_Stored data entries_
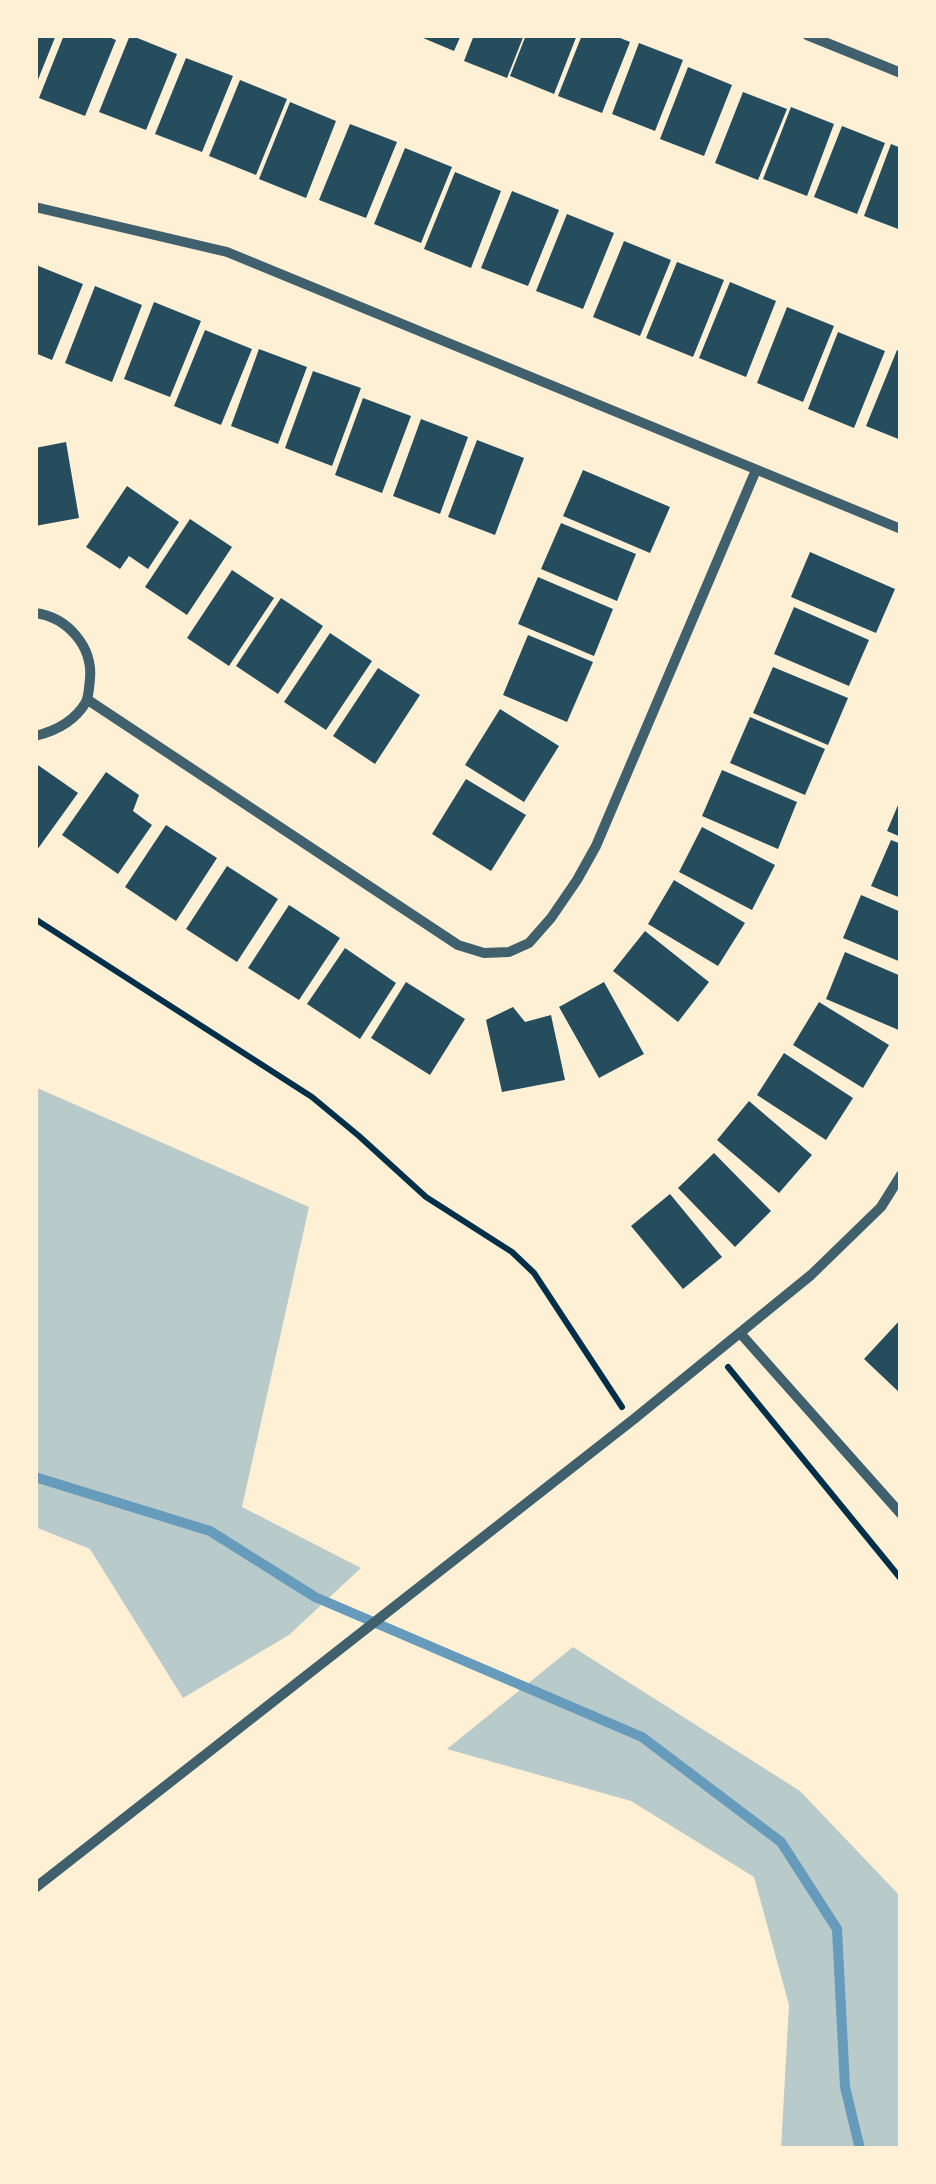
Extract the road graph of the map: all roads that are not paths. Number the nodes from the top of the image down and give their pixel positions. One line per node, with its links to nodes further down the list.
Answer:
1 (807, 35): 2 (street)
2 (901, 73)
3 (35, 207): 4 (street)
4 (756, 470): 5 (street); 7 (street)
5 (901, 529)
6 (35, 613): 7 (street)
7 (88, 700): 8 (street)
8 (35, 736)
9 (901, 1175): 10 (street)
10 (740, 1332): 11 (street); 12 (street)
11 (901, 1514)
12 (35, 1888)

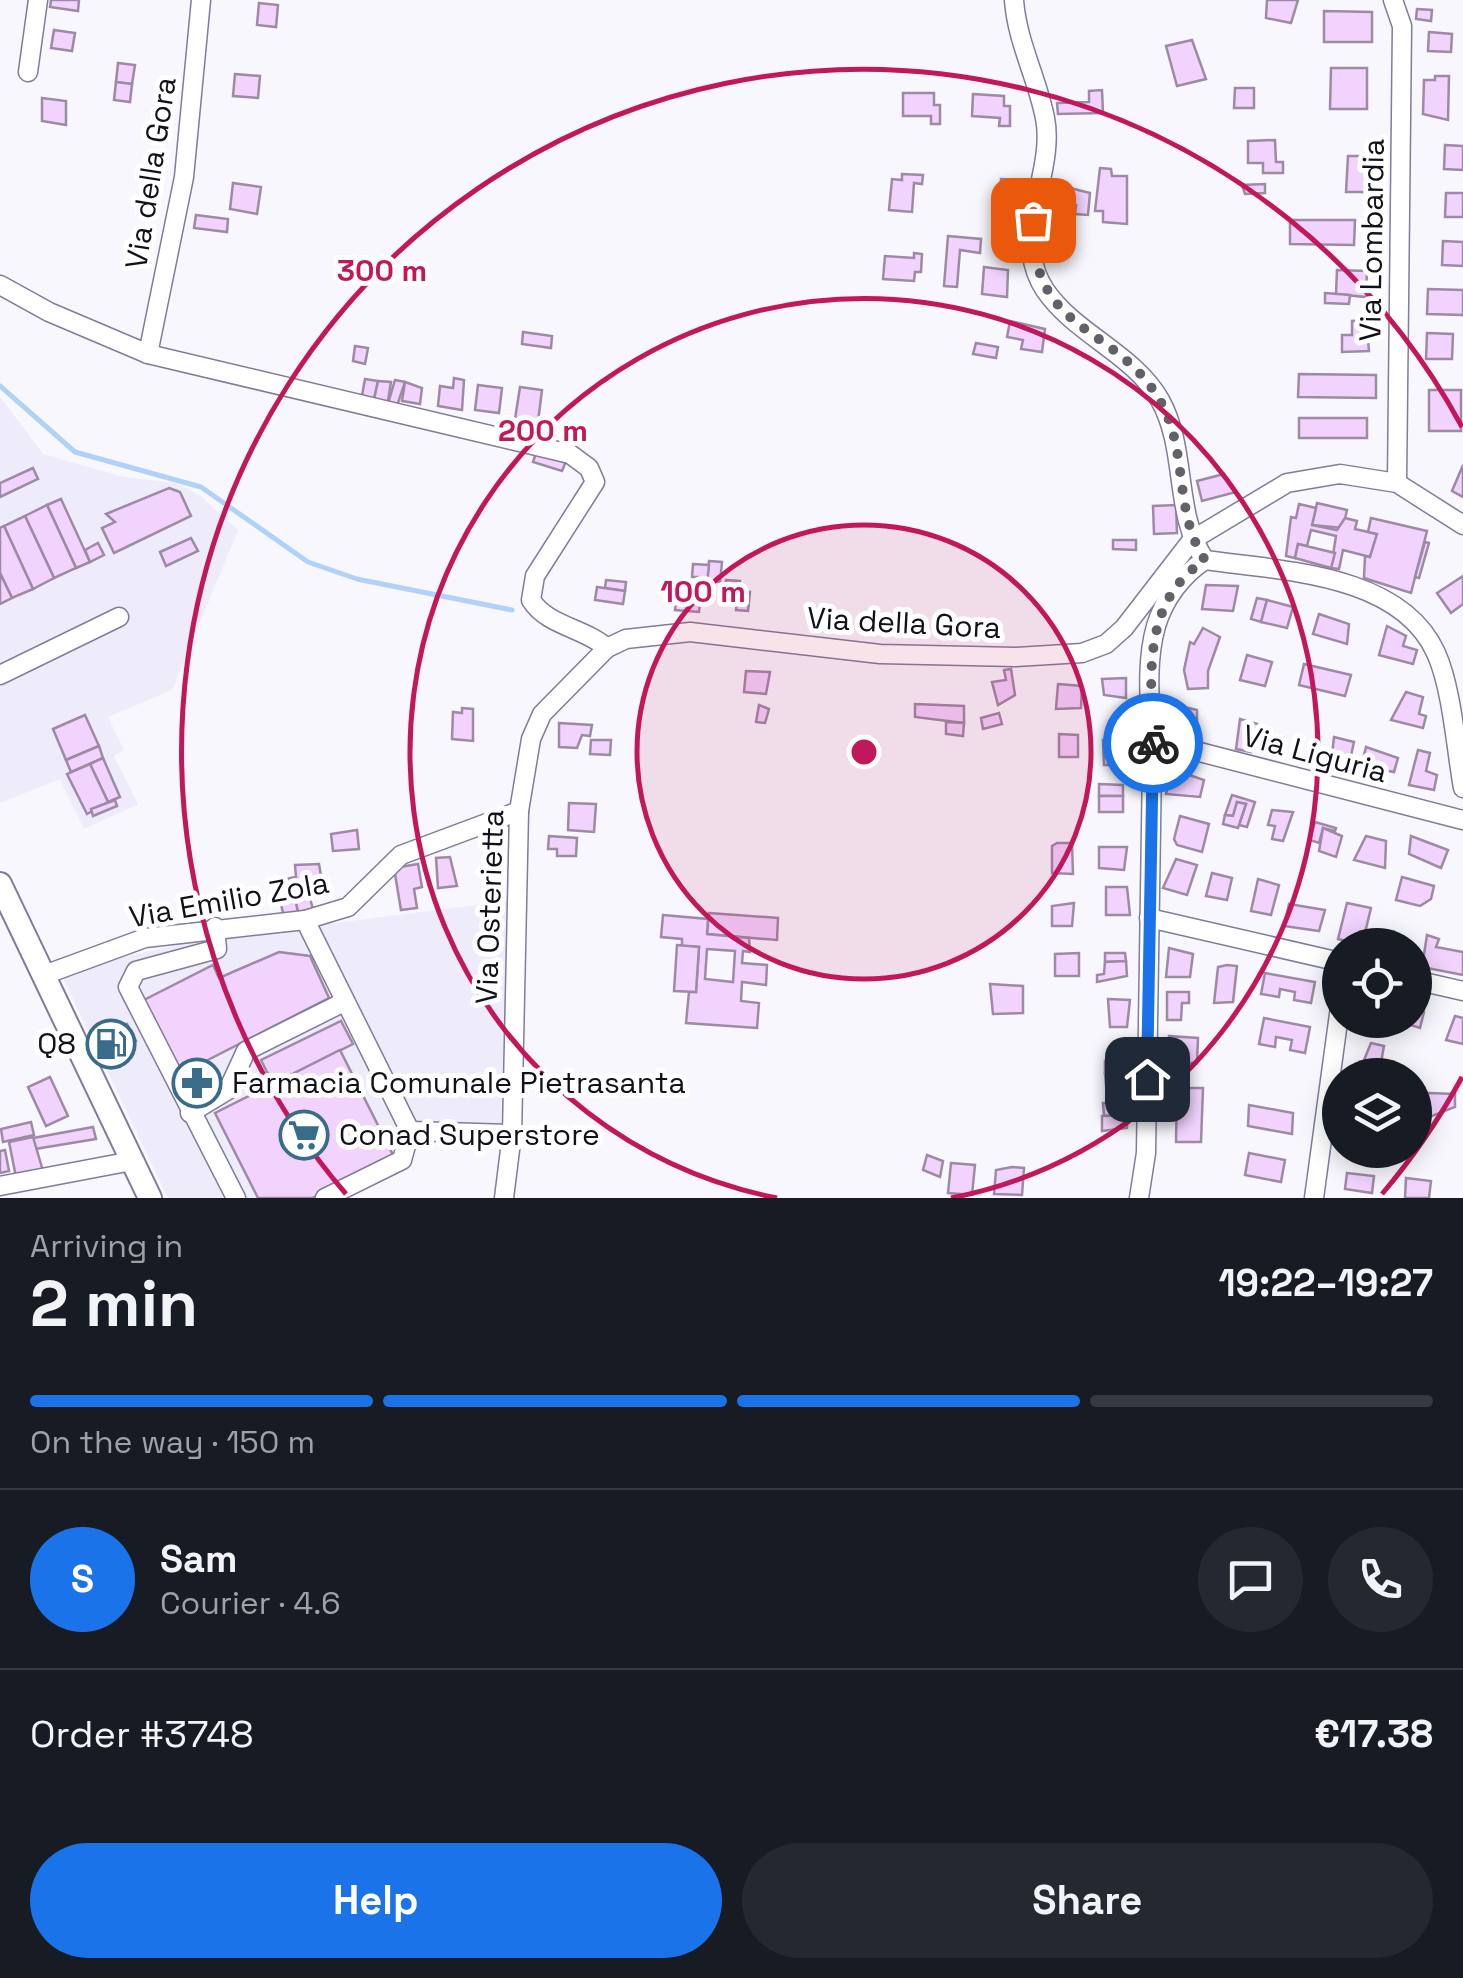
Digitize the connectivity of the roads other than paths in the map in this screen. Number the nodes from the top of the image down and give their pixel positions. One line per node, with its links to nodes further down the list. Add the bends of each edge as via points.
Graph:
1 (38, 0): 5 (street)
2 (201, 0): 7 (street, Via della Gora, via 184,177)
3 (1014, 0): 10 (street, via 1021,46 1046,120 1032,256 1043,287 1063,312 1160,400 1172,430)
4 (1397, 2): 8 (street, Via Lombardia)
5 (28, 72)
6 (0, 285): 7 (street)
7 (148, 354): 15 (street, via 570,454 595,482 535,576 531,600 543,614)
8 (1397, 483): 9 (street); 10 (street, Via della Gora, via 1353,474 1299,480)
9 (1463, 525)
10 (1192, 540): 11 (street); 12 (street, Via della Gora)
11 (1205, 560): 14 (street, via 1185,575); 18 (street, via 1342,584 1390,602 1420,624 1438,656)
12 (1135, 613): 14 (street); 15 (street, Via della Gora, via 1106,644 1065,654 880,654 690,632 626,639)
13 (119, 617): 16 (street)
14 (1156, 624): 17 (street, via 1149,668)
15 (607, 648): 19 (street, Via Osterietta, via 535,725)
16 (0, 675)
17 (1153, 740): 20 (street, Via Liguria); 22 (street)
18 (1463, 788)
19 (519, 810): 23 (street, Via Emilio Zola, via 402,856 359,900); 33 (street, Via Osterietta)
20 (1463, 820)
21 (0, 884): 26 (main road)
22 (1149, 918): 25 (street); 40 (street, via 1146,1153)
23 (306, 920): 24 (street, Via Emilio Zola); 29 (street)
24 (215, 927): 26 (street, Via Emilio Zola, via 145,938); 31 (street, via 217,948 136,971 128,986)
25 (1322, 958)
26 (44, 974): 34 (main road)
27 (1432, 984): 28 (street)
28 (1463, 991)
29 (344, 1002): 31 (street, via 246,1050 228,1090); 32 (street)
30 (1336, 1038): 41 (street)
31 (190, 1113): 37 (street)
32 (410, 1131): 33 (street); 38 (street, via 402,1160)
33 (512, 1134): 39 (street, Via Osterietta)
34 (132, 1161): 35 (street); 36 (main road)
35 (0, 1186)
36 (150, 1198)
37 (236, 1198)
38 (325, 1198)
39 (504, 1198)
40 (1139, 1198)
41 (1314, 1198)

_TASK PROMPT_
Give again, word for word, every line from the top of the data above to the line holding "Digitize the connectivity", inclusive, with the pictures left out.

_WRITTEN ANSWER_
Extract the road graph of the map: all roads that are not paths. Number the nodes from the top of the image down and give their pixel positions. One line per node, with its links to nodes further down the list.
Answer:
1 (807, 35): 2 (street)
2 (901, 73)
3 (35, 207): 4 (street)
4 (756, 470): 5 (street); 7 (street)
5 (901, 529)
6 (35, 613): 7 (street)
7 (88, 700): 8 (street)
8 (35, 736)
9 (901, 1175): 10 (street)
10 (740, 1332): 11 (street); 12 (street)
11 (901, 1514)
12 (35, 1888)

Digitize the connectivity of the roads other than paths in the map in this screen. Number the nodes from the top of the image down and give their pixel positions. One line per node, with its links to nodes further down the list. Add the bends of each edge as via points.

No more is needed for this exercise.